Collected data entries -
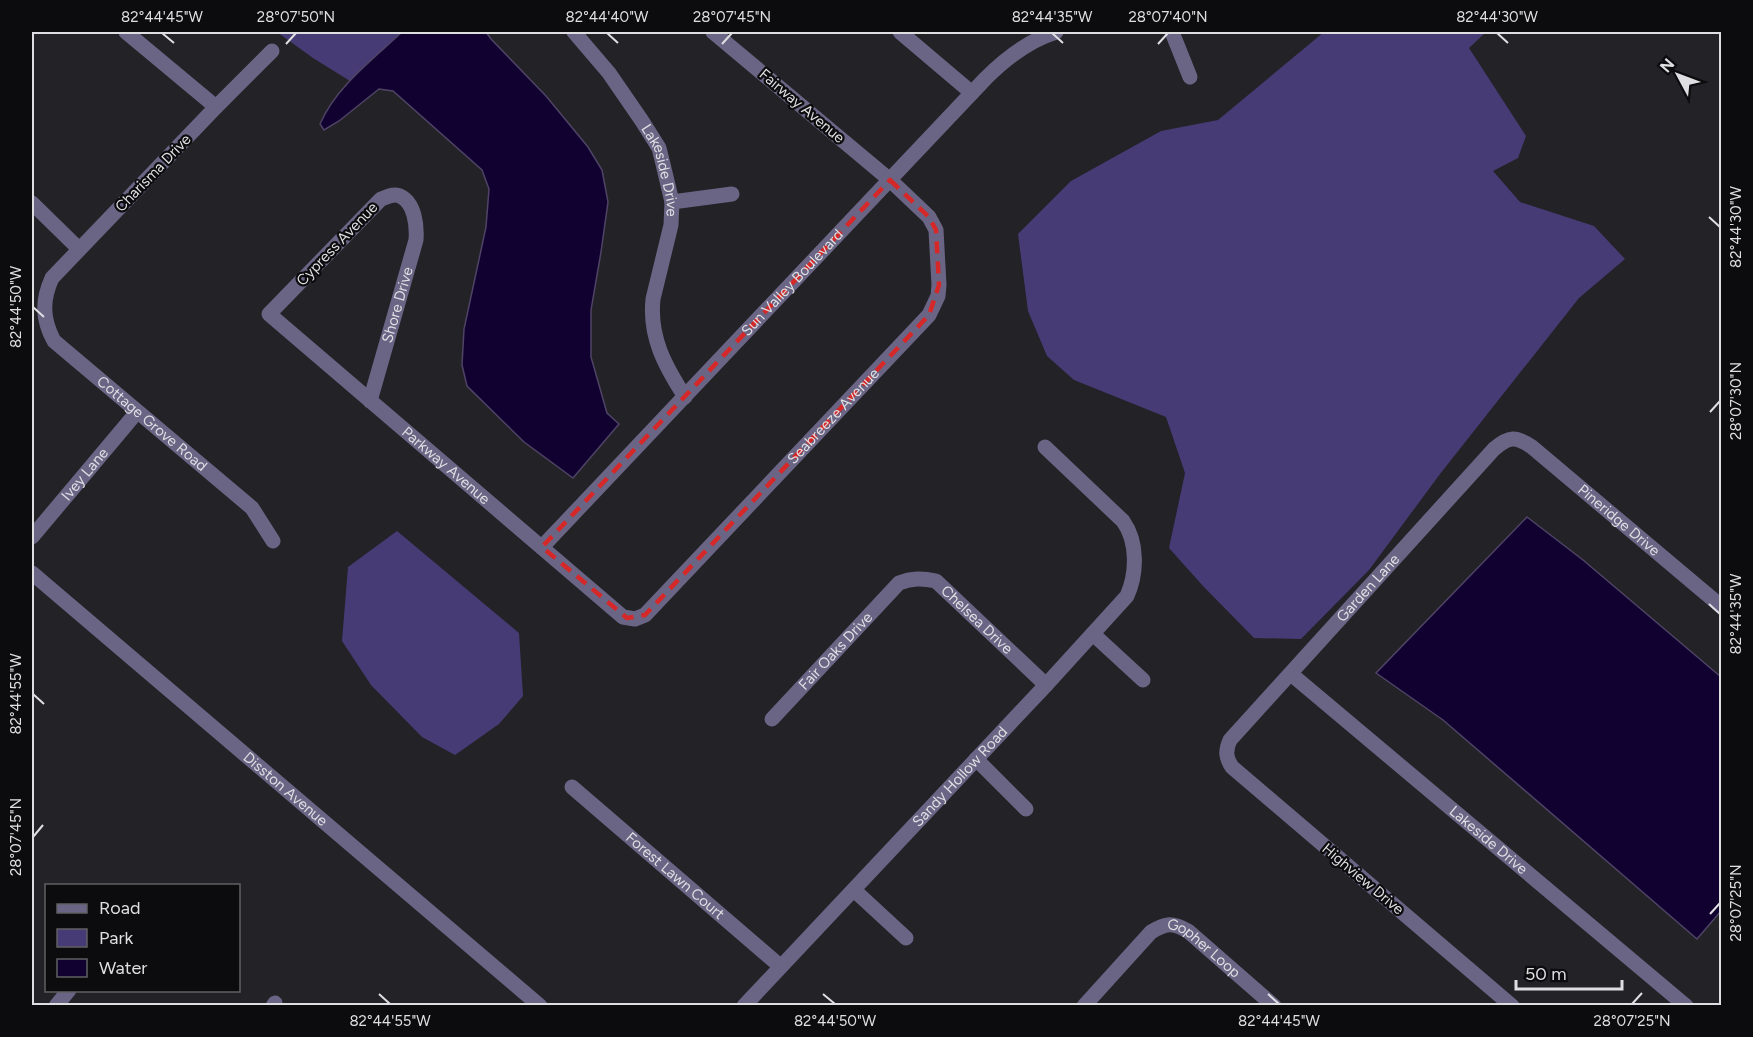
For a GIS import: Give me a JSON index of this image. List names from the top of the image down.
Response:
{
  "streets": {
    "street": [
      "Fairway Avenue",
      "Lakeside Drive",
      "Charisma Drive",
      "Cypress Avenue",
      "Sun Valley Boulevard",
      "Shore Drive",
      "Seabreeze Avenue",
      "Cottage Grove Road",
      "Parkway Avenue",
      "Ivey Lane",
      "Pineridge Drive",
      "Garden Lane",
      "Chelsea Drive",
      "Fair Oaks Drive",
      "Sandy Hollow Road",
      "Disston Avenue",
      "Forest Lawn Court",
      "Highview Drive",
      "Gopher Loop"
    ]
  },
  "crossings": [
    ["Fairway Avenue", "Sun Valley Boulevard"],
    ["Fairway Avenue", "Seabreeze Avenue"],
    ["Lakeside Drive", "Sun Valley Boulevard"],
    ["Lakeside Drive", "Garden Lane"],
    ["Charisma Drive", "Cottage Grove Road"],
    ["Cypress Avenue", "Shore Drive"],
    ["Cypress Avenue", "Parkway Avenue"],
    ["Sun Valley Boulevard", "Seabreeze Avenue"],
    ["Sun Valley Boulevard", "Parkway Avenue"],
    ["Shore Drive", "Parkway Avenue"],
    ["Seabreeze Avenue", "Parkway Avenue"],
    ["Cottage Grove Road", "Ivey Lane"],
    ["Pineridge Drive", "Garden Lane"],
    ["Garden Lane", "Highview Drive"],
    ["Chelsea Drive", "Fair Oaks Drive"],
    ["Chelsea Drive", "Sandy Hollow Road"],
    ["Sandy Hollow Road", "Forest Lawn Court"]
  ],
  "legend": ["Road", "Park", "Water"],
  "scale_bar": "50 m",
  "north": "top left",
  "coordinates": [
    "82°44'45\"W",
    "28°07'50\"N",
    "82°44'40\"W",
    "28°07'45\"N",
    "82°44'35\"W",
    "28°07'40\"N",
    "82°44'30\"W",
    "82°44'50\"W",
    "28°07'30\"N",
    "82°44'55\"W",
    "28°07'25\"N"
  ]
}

TASK PROMPT - All entries should be reproduced exactly; no picture belongs in the result.

RESPONSE TO THE TASK -
For a GIS import: Give me a JSON index of this image. List names from the top of the image down.
Response:
{
  "streets": {
    "street": [
      "Fairway Avenue",
      "Lakeside Drive",
      "Charisma Drive",
      "Cypress Avenue",
      "Sun Valley Boulevard",
      "Shore Drive",
      "Seabreeze Avenue",
      "Cottage Grove Road",
      "Parkway Avenue",
      "Ivey Lane",
      "Pineridge Drive",
      "Garden Lane",
      "Chelsea Drive",
      "Fair Oaks Drive",
      "Sandy Hollow Road",
      "Disston Avenue",
      "Forest Lawn Court",
      "Highview Drive",
      "Gopher Loop"
    ]
  },
  "crossings": [
    ["Fairway Avenue", "Sun Valley Boulevard"],
    ["Fairway Avenue", "Seabreeze Avenue"],
    ["Lakeside Drive", "Sun Valley Boulevard"],
    ["Lakeside Drive", "Garden Lane"],
    ["Charisma Drive", "Cottage Grove Road"],
    ["Cypress Avenue", "Shore Drive"],
    ["Cypress Avenue", "Parkway Avenue"],
    ["Sun Valley Boulevard", "Seabreeze Avenue"],
    ["Sun Valley Boulevard", "Parkway Avenue"],
    ["Shore Drive", "Parkway Avenue"],
    ["Seabreeze Avenue", "Parkway Avenue"],
    ["Cottage Grove Road", "Ivey Lane"],
    ["Pineridge Drive", "Garden Lane"],
    ["Garden Lane", "Highview Drive"],
    ["Chelsea Drive", "Fair Oaks Drive"],
    ["Chelsea Drive", "Sandy Hollow Road"],
    ["Sandy Hollow Road", "Forest Lawn Court"]
  ],
  "legend": ["Road", "Park", "Water"],
  "scale_bar": "50 m",
  "north": "top left",
  "coordinates": [
    "82°44'45\"W",
    "28°07'50\"N",
    "82°44'40\"W",
    "28°07'45\"N",
    "82°44'35\"W",
    "28°07'40\"N",
    "82°44'30\"W",
    "82°44'50\"W",
    "28°07'30\"N",
    "82°44'55\"W",
    "28°07'25\"N"
  ]
}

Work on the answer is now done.